Populating/updating this map should be very quick: either we have the data already, or we cannot update it. No communication on the control port should be involved at this stage.
Then, the lifetime of each browser will also determine when the data will be cleaned.
Do we risk of accumulating too much data?
Or, can we add custom data to History only for the privileged side?
gTorCircuitPanel is not shared between windows. As a result, a web page split across two windows can be missing information if the other window hasn't picked up the circuit event. E.g. if you open a web page in a new tab and open the same page in a new window, then the new window will be missing the circuit display.
The WeakMap risks of not solving this problem, if it runs in chrome JS.
History data, on the other hand, is usually kept also when moving a browser.
I will have to investigate more.
We might be able to address this by integrating the circuit node information with the firefox request process by storing it within some relevant object, so it only sticks around for as long as it is in use.
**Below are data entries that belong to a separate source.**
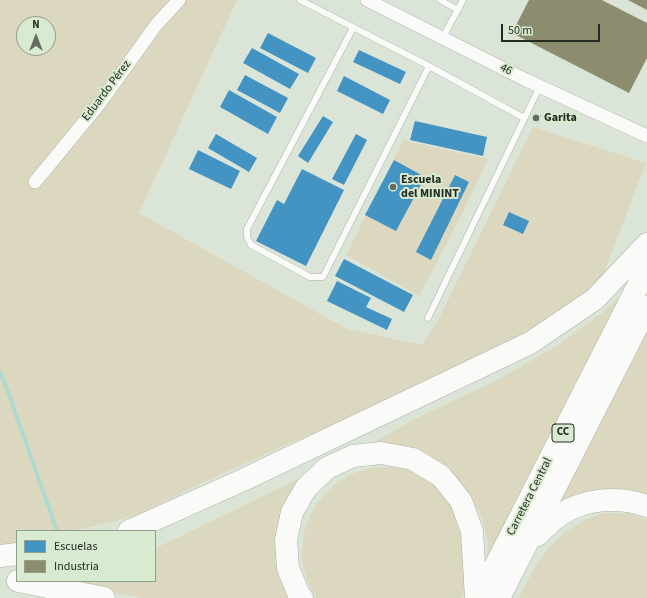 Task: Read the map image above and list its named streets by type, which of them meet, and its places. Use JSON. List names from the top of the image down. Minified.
{"streets":{"highway":["CC","Carretera Central"],"street":["46","Eduardo Pérez"]},"places":["Garita","Escuela del MININT"],"legend":["Escuelas","Industria"],"scale_bar":"50 m","north":"top"} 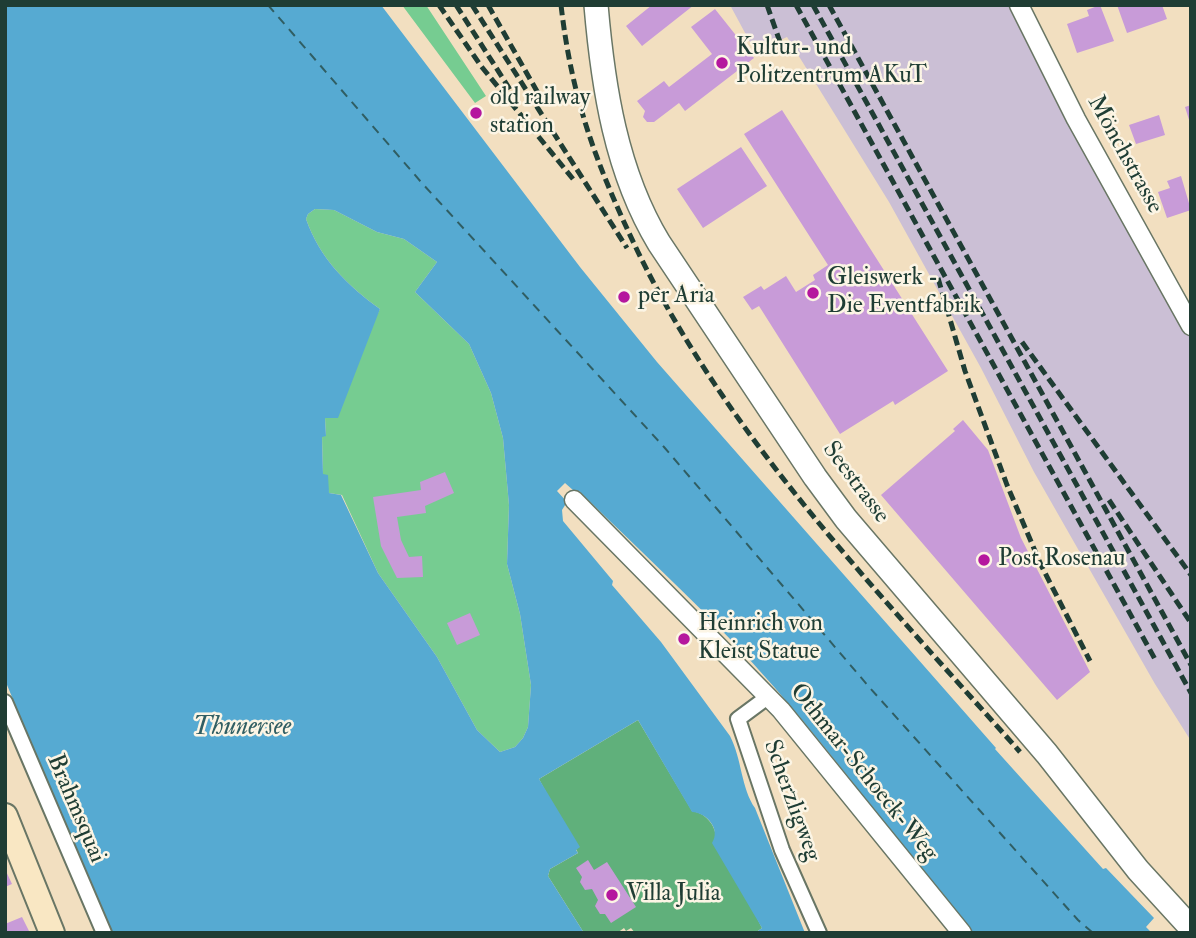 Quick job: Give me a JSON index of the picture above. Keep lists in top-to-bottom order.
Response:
{
  "streets": {
    "street": [
      "Mönchstrasse",
      "Seestrasse",
      "Othmar-Schoeck-Weg",
      "Scherzligweg",
      "Brahmsquai"
    ]
  },
  "crossings": [
    ["Othmar-Schoeck-Weg", "Scherzligweg"]
  ],
  "water": ["Thunersee"],
  "places": [
    "Kultur- und Politzentrum AKuT",
    "old railway station",
    "Gleiswerk - Die Eventfabrik",
    "per Aria",
    "Post Rosenau",
    "Heinrich von Kleist Statue",
    "Villa Julia"
  ]
}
I don't know much about the firefox process, but maybe something like the page's loadInfo?
Is it living enough? Or is it deleted after the loading has ended?
A good thing about this object is that we can access it directly from the domain isolator.
We register a filter function with ProtocolProxyService.registerChannelFilter. This function takes the channel (which includes a loadInfo) and the original proxy data that we change.
Anyway, I think this (changes at the Firefox internal level) is more involved then what I'd like to do now, so I'd leave it for a second revision.
On the other hand, changing the domain isolator without changing Firefox's interface is doable also for this revision.
We don't have a clean way to determine whether the current page is establishing the initial circuit, or requesting a new circuit, or will never get a circuit (like a data: uri). We do some guess-work to get around this, but it also means we cannot implement designs like
when you request a new circuit for a website, if it is slow enough to reload then there is a period of time where the old circuit is lost, but information about the new circuit is unknown. So we have an empty circuit:
I'm a little concerned that users may be alarmed, or the empty state could flash. Could we try a more explicit working state instead?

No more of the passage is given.